(Collected data entries)
<<<<

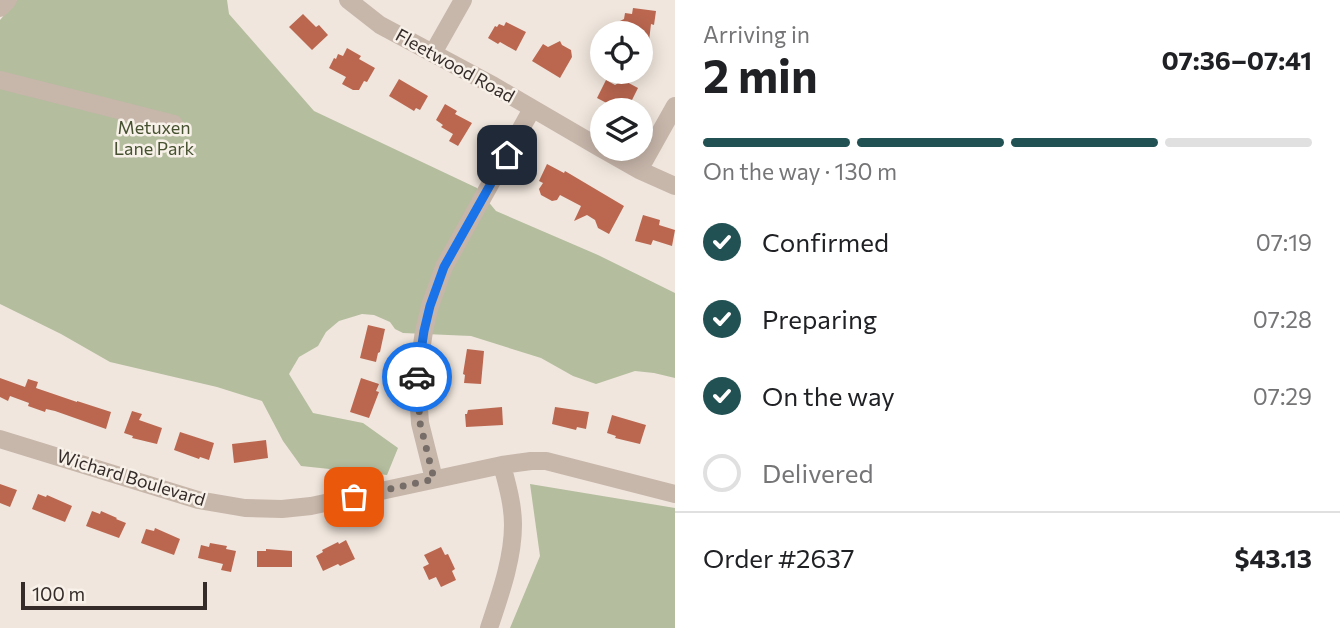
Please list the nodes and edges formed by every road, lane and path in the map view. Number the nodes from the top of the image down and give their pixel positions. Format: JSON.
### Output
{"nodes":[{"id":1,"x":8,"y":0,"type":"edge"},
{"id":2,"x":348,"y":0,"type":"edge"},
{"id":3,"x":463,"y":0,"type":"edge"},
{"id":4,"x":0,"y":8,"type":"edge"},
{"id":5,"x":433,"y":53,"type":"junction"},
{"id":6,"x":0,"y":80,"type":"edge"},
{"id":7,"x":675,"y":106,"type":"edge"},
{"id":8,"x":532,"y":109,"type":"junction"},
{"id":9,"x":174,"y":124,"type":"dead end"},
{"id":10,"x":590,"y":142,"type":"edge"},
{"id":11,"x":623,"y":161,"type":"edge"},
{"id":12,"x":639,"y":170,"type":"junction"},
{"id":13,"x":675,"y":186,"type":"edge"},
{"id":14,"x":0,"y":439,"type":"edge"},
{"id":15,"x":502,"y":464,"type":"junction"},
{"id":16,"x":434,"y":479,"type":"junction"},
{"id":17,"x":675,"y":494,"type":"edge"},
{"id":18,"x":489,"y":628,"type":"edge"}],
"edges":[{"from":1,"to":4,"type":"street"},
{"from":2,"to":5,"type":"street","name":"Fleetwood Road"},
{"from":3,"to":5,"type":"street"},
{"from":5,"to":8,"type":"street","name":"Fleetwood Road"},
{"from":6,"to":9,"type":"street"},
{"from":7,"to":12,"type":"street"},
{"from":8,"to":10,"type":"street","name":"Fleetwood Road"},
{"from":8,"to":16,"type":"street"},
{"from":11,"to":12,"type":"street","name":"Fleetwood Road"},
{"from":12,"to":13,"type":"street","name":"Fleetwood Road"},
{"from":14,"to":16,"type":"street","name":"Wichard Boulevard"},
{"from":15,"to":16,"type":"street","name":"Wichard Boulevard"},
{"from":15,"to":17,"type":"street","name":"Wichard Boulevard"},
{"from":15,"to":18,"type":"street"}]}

>>>>

Problem description >> When you repeat the data, keep every line exact and drop the images.

Written answer >>
Please list the nodes and edges formed by every road, lane and path in the map view. Number the nodes from the top of the image down and give their pixel positions. Format: JSON.
### Output
{"nodes":[{"id":1,"x":8,"y":0,"type":"edge"},
{"id":2,"x":348,"y":0,"type":"edge"},
{"id":3,"x":463,"y":0,"type":"edge"},
{"id":4,"x":0,"y":8,"type":"edge"},
{"id":5,"x":433,"y":53,"type":"junction"},
{"id":6,"x":0,"y":80,"type":"edge"},
{"id":7,"x":675,"y":106,"type":"edge"},
{"id":8,"x":532,"y":109,"type":"junction"},
{"id":9,"x":174,"y":124,"type":"dead end"},
{"id":10,"x":590,"y":142,"type":"edge"},
{"id":11,"x":623,"y":161,"type":"edge"},
{"id":12,"x":639,"y":170,"type":"junction"},
{"id":13,"x":675,"y":186,"type":"edge"},
{"id":14,"x":0,"y":439,"type":"edge"},
{"id":15,"x":502,"y":464,"type":"junction"},
{"id":16,"x":434,"y":479,"type":"junction"},
{"id":17,"x":675,"y":494,"type":"edge"},
{"id":18,"x":489,"y":628,"type":"edge"}],
"edges":[{"from":1,"to":4,"type":"street"},
{"from":2,"to":5,"type":"street","name":"Fleetwood Road"},
{"from":3,"to":5,"type":"street"},
{"from":5,"to":8,"type":"street","name":"Fleetwood Road"},
{"from":6,"to":9,"type":"street"},
{"from":7,"to":12,"type":"street"},
{"from":8,"to":10,"type":"street","name":"Fleetwood Road"},
{"from":8,"to":16,"type":"street"},
{"from":11,"to":12,"type":"street","name":"Fleetwood Road"},
{"from":12,"to":13,"type":"street","name":"Fleetwood Road"},
{"from":14,"to":16,"type":"street","name":"Wichard Boulevard"},
{"from":15,"to":16,"type":"street","name":"Wichard Boulevard"},
{"from":15,"to":17,"type":"street","name":"Wichard Boulevard"},
{"from":15,"to":18,"type":"street"}]}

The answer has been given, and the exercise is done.